▶ **Task brief**
The line containing "ring dip: (734, 592)" marks the start; repeat it and every following line exactly through the end of the entries.

▶ **Listed entries**
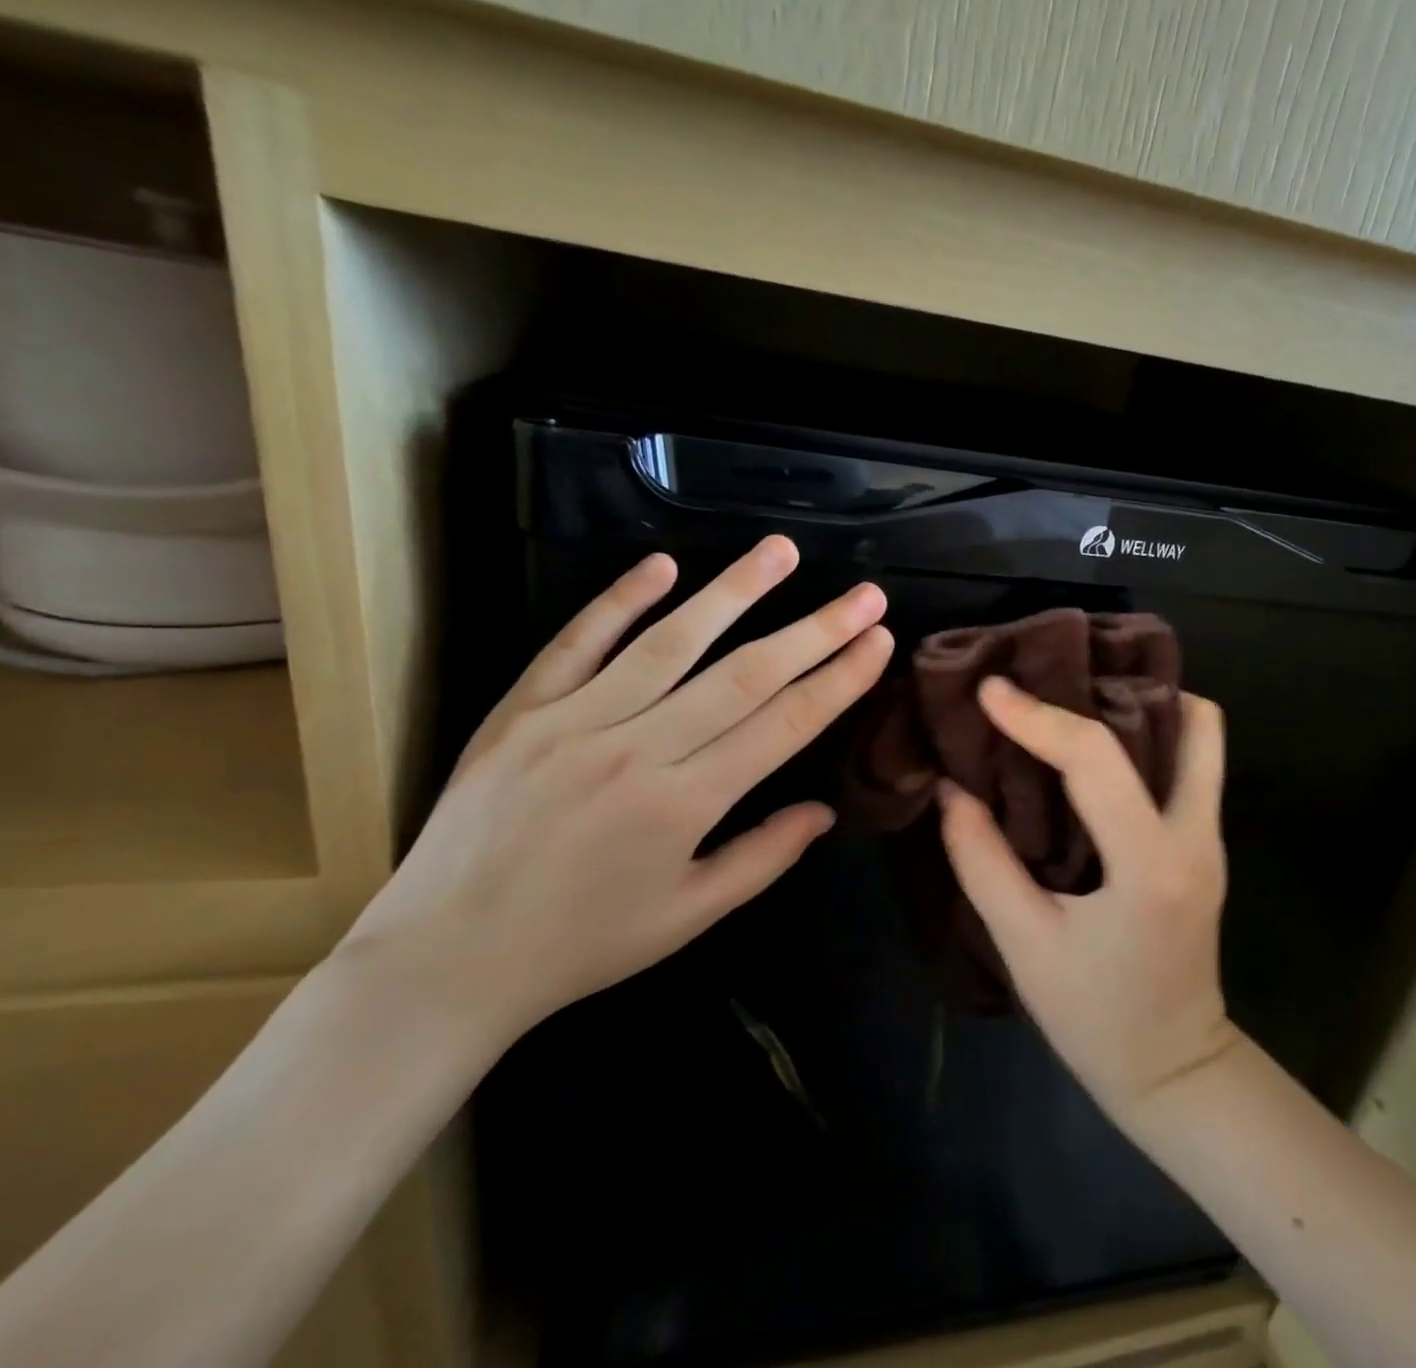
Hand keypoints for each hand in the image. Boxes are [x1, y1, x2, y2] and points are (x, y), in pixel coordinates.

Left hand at [334, 535, 892, 1049]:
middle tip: (864, 594)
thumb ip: (763, 857)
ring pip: (669, 642)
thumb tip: (825, 811)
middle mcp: (637, 750)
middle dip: (815, 630)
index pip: (783, 725)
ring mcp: (573, 721)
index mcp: (684, 805)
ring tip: (782, 551)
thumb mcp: (687, 917)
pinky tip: (664, 564)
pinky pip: (578, 642)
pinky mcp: (521, 710)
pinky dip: (621, 600)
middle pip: (744, 675)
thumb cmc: (581, 945)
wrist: (442, 961)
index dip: (838, 679)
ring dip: (734, 592)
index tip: (877, 640)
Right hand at [938, 676, 1241, 1117]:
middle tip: (1049, 676)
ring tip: (1074, 698)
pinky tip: (1094, 745)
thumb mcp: (1024, 945)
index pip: (1095, 759)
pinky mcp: (1207, 842)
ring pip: (1201, 736)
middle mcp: (1195, 836)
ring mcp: (1211, 837)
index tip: (990, 689)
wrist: (1174, 1069)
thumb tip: (951, 788)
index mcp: (1149, 865)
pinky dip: (1148, 733)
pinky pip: (1190, 762)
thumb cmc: (1095, 1016)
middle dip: (1114, 688)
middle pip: (1187, 722)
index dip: (1036, 717)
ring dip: (1142, 704)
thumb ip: (982, 860)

▶ **Task response**
ring dip: (734, 592)
index tip: (877, 640)
Right hand at [938, 676, 1241, 1117]:
middle tip: (1049, 676)
ring tip: (1074, 698)
pinky tip: (1094, 745)
thumb mcp: (1024, 945)
index pip: (1095, 759)
pinky mcp: (1207, 842)
ring pip: (1201, 736)
middle mcp: (1195, 836)
ring mcp: (1211, 837)
index tip: (990, 689)
wrist: (1174, 1069)
thumb tip: (951, 788)
index mcp: (1149, 865)
pinky dip: (1148, 733)
pinky pip: (1190, 762)
thumb cmc: (1095, 1016)
middle dip: (1114, 688)
middle pip: (1187, 722)
index dip: (1036, 717)
ring dip: (1142, 704)
thumb ip: (982, 860)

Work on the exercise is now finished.